#### Instructions to follow
Check each line of the listing, and copy it if it contains the word "PARACAÍ".

#### Data excerpts

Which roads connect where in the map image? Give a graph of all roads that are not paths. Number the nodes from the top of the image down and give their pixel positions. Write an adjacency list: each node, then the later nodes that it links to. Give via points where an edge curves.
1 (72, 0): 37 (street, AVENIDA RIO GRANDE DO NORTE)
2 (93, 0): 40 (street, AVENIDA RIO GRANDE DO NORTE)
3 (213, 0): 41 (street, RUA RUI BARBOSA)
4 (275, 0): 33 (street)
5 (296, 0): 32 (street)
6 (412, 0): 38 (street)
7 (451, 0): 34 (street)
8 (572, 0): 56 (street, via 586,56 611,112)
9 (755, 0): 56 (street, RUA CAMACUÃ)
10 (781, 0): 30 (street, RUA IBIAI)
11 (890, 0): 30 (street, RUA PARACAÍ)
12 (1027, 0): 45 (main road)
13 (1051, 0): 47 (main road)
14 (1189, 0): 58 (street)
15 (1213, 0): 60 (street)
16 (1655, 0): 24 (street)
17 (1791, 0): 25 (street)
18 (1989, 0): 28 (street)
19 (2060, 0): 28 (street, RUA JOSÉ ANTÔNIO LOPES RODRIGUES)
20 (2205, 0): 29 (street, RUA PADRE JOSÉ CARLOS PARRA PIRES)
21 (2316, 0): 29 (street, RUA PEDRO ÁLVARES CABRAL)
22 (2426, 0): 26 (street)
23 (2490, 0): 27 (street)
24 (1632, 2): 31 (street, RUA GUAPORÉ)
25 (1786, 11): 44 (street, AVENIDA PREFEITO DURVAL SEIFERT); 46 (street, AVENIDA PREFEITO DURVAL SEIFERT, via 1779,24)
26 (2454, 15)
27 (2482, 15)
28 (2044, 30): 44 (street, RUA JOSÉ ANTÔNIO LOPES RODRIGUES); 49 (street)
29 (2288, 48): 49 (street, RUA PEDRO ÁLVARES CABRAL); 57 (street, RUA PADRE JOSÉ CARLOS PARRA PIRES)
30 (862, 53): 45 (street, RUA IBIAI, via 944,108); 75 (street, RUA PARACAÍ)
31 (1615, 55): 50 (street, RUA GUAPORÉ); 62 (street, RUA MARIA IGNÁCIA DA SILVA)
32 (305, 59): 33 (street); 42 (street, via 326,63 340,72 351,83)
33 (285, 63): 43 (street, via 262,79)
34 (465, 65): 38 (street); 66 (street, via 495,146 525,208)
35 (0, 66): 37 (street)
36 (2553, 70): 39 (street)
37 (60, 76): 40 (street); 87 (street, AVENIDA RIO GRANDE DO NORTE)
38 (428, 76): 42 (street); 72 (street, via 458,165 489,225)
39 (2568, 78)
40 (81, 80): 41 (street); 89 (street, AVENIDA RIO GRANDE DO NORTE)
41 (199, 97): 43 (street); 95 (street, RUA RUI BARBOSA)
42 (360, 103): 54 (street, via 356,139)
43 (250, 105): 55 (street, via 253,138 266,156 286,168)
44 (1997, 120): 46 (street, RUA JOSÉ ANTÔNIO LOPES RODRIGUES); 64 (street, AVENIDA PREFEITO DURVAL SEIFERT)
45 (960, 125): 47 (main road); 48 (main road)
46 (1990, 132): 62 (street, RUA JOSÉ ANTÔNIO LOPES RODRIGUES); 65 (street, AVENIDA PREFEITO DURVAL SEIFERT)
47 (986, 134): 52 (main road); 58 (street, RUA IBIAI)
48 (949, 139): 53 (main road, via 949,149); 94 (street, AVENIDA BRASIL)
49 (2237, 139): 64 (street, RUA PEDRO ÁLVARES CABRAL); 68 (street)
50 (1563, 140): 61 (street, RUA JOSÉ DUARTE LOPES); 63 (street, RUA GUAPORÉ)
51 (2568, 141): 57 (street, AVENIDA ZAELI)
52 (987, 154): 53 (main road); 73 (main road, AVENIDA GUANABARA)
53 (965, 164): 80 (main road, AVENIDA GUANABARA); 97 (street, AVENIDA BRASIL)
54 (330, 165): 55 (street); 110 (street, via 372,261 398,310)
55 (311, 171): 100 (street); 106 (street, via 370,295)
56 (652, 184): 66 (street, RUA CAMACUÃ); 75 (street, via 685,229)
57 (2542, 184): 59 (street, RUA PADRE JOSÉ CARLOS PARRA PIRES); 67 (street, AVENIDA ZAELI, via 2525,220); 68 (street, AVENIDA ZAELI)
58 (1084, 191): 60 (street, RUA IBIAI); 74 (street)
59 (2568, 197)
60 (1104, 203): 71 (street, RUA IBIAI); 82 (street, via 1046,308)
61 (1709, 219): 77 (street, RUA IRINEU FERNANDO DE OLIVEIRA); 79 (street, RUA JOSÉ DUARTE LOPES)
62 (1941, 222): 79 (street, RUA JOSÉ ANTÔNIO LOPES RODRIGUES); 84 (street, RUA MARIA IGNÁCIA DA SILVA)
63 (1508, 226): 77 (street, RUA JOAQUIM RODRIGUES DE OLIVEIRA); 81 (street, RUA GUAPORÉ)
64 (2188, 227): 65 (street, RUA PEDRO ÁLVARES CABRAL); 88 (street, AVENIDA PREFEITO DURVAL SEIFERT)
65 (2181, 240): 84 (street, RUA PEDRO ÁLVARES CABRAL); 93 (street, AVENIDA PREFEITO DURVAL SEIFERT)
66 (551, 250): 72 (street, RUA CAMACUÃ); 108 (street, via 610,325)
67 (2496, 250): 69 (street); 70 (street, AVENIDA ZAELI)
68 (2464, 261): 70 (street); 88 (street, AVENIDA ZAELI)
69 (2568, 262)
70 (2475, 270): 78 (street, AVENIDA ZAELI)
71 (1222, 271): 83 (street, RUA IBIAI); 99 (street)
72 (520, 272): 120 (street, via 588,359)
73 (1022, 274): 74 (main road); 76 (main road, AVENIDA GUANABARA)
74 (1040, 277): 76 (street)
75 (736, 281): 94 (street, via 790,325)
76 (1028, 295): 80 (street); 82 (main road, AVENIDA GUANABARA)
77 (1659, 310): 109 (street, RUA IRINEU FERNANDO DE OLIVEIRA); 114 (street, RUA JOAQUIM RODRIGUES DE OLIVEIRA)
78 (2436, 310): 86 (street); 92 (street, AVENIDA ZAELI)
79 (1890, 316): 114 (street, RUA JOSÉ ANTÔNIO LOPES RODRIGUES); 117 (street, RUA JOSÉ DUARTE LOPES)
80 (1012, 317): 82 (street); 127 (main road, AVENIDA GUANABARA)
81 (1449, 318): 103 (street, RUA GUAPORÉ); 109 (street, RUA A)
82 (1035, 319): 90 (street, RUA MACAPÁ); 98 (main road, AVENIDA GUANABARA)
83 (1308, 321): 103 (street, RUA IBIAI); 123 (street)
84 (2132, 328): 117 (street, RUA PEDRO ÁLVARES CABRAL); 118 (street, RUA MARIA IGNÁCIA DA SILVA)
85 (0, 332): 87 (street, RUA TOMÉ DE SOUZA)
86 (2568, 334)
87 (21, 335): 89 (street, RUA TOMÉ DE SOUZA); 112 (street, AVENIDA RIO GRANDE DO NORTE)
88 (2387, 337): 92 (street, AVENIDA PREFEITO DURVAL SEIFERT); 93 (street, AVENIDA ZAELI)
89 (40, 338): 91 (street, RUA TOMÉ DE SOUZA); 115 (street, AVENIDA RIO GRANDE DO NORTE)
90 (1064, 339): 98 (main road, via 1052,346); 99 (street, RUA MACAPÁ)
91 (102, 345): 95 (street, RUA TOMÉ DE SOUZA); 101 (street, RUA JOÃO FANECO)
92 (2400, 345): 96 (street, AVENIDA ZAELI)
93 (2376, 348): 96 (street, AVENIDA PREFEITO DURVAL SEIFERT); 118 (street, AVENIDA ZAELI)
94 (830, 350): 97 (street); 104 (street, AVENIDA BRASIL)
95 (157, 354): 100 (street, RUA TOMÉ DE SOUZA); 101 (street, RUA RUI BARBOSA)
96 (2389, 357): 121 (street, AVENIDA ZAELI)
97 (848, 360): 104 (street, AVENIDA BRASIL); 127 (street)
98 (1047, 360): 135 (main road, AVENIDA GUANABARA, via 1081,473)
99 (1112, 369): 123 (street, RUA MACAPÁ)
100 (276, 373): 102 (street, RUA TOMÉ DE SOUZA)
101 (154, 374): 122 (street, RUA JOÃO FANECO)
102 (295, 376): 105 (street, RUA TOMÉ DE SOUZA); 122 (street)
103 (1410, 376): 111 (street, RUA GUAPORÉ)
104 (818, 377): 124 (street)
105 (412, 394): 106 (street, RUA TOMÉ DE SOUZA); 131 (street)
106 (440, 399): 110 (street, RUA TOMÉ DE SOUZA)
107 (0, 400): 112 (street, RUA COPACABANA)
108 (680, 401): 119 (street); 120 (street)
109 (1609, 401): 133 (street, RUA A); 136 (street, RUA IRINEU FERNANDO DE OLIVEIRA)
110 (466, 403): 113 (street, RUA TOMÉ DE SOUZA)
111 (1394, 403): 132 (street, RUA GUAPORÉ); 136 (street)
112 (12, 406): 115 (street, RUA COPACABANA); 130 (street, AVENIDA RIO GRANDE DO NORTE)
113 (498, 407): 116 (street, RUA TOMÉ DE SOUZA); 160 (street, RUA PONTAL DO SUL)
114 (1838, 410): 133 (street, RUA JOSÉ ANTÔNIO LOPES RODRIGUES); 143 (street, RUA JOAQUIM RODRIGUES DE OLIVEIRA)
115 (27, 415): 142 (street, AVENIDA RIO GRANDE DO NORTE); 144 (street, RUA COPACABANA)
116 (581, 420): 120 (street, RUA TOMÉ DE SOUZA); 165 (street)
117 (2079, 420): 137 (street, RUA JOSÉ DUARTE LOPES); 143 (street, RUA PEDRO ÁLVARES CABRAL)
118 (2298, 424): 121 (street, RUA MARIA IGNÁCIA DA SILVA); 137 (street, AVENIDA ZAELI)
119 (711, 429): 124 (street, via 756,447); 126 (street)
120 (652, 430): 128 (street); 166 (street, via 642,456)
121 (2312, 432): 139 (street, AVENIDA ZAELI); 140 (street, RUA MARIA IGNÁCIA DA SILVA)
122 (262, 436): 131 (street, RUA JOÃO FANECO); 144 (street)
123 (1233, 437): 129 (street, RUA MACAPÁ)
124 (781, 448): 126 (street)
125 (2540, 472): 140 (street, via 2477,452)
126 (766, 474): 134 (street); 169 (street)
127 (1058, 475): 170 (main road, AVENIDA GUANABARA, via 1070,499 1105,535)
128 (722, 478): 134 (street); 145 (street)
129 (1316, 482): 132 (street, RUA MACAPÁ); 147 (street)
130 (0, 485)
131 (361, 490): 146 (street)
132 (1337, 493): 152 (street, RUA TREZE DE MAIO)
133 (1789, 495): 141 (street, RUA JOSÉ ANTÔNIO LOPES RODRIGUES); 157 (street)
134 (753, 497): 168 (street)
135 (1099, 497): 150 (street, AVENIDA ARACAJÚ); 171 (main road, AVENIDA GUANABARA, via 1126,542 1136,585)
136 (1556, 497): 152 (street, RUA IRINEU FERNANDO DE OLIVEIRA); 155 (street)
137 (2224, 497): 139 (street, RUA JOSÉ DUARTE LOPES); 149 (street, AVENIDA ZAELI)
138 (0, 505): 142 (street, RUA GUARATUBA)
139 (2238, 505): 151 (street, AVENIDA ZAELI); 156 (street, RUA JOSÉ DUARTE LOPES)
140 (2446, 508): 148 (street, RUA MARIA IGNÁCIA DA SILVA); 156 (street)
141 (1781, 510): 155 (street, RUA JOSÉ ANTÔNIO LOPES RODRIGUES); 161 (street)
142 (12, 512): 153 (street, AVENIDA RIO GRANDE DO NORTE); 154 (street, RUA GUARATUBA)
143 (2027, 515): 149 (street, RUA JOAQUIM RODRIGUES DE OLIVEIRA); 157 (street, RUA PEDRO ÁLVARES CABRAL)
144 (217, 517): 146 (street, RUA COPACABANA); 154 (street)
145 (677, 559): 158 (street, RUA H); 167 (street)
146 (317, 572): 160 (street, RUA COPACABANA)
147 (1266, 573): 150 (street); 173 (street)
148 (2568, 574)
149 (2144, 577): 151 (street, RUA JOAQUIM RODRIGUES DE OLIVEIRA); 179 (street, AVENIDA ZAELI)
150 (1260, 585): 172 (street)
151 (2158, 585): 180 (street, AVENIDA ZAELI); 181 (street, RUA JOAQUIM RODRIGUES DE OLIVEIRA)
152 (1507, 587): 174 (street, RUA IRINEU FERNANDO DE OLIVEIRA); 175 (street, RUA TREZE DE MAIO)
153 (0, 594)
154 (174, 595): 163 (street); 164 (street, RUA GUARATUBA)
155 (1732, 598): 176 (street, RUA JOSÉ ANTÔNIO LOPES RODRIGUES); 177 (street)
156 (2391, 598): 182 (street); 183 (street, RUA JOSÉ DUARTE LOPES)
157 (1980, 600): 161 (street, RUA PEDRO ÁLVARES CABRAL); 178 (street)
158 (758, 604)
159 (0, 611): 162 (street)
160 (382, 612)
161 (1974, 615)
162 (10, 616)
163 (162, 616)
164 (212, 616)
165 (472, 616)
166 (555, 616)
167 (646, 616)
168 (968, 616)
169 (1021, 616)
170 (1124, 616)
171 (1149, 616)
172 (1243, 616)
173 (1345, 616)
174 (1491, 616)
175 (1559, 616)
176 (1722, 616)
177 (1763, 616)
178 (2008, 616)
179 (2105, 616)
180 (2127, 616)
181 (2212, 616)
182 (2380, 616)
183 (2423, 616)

#### Finished exercise
11 (890, 0): 30 (street, RUA PARACAÍ)
30 (862, 53): 45 (street, RUA IBIAI, via 944,108); 75 (street, RUA PARACAÍ)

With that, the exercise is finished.